Serdar Öktem’in avukatı Oğuzhan Bilgin de iddianamede yer alan Öktem’in sevk ve idaresindeki 06 DB 7018 plaka sayılı araç ve 34 NR 6144 plaka sayılı araç hakkındaki iddialara dair, “06 DB 7018 plakalı aracın iddianame düzenlenmeden bile Serdar Öktem’in kontrolünde olmadığı bilinmektedir. Bu yüzden iddianame olarak önümüze getirilen evrak yok hükmündedir. 34 NR 6144 plakalı araçta ise şoför koltuğunda değil yan taraftadır ve hakkındaki iddiaları öğrenmek için emniyete gittiği araçtır. Bunca insan tutuklu vaziyette, ne hikmetse 18 aydır savcılık makamı sanık Serdar Öktem’in PTS kayıtlarını temin etmiyor. Çünkü bu kayıtlar geldiğinde suçsuz olduğu ortaya çıkacaktır. Bilirkişi raporunda müvekkil Serdar Öktem’in tamamen İstanbul’da olduğu ve hiçbir sanıkla ortak baz vermediği sabit hale gelmiştir” savunmasını yaptı.

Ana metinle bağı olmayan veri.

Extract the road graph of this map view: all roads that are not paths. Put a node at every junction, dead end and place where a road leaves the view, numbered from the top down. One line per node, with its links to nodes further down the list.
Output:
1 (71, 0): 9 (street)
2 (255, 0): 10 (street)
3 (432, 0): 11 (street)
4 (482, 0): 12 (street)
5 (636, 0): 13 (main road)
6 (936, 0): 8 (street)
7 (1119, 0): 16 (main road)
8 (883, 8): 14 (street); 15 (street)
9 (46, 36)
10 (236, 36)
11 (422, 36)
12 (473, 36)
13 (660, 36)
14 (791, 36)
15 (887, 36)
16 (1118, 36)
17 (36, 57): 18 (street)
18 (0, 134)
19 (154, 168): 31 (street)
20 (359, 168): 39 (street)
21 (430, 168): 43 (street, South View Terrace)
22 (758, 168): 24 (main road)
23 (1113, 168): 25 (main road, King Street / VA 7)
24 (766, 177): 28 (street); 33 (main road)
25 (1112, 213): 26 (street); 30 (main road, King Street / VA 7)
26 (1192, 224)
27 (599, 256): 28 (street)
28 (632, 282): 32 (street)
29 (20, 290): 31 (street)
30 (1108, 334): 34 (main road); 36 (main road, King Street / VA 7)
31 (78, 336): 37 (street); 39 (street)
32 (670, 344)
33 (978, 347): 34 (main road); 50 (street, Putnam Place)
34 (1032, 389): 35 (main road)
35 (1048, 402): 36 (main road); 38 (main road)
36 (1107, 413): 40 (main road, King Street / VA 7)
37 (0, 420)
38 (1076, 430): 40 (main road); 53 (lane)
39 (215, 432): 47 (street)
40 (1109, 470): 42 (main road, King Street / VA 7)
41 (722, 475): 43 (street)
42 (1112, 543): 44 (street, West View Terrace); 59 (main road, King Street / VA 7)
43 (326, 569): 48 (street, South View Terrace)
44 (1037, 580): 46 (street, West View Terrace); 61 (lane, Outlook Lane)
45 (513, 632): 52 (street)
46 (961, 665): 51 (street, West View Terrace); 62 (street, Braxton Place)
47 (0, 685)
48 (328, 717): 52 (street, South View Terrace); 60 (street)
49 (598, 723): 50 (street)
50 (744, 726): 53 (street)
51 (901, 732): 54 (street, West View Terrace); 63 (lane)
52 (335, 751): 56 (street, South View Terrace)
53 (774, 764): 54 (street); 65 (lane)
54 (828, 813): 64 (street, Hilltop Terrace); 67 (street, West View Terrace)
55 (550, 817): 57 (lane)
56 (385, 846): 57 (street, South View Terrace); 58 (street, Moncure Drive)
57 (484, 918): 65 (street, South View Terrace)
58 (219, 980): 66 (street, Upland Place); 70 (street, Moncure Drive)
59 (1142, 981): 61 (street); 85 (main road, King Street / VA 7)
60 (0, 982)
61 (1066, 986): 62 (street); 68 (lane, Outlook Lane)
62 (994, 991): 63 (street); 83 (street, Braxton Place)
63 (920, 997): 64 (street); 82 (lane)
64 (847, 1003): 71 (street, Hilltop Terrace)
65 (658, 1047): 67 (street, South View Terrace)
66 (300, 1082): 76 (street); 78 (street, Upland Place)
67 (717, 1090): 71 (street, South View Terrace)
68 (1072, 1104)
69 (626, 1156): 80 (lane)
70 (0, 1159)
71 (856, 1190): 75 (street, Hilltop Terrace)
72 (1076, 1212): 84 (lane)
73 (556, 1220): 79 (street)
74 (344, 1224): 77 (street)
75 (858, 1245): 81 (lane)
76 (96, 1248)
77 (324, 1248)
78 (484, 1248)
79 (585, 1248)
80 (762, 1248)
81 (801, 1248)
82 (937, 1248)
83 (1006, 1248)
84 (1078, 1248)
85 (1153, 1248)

Sanık Öktem’in bir diğer avukatı Batuhan Mastı da “Bir oyun bir dizi çekiliyor. Yönetmenin Cevheri Güven, senaryoyu yazanlarında Cumhuriyet savcıları olduğunu görüyoruz ne yazık ki reklamını da gazeteciler yaptı. Tahliye talep ediyorum” beyanında bulundu.

Duruşmada bugün 19 sanık avukatının beyanı dinlendi. Davaya yarın avukat beyanlarının alınmasıyla devam edilecek.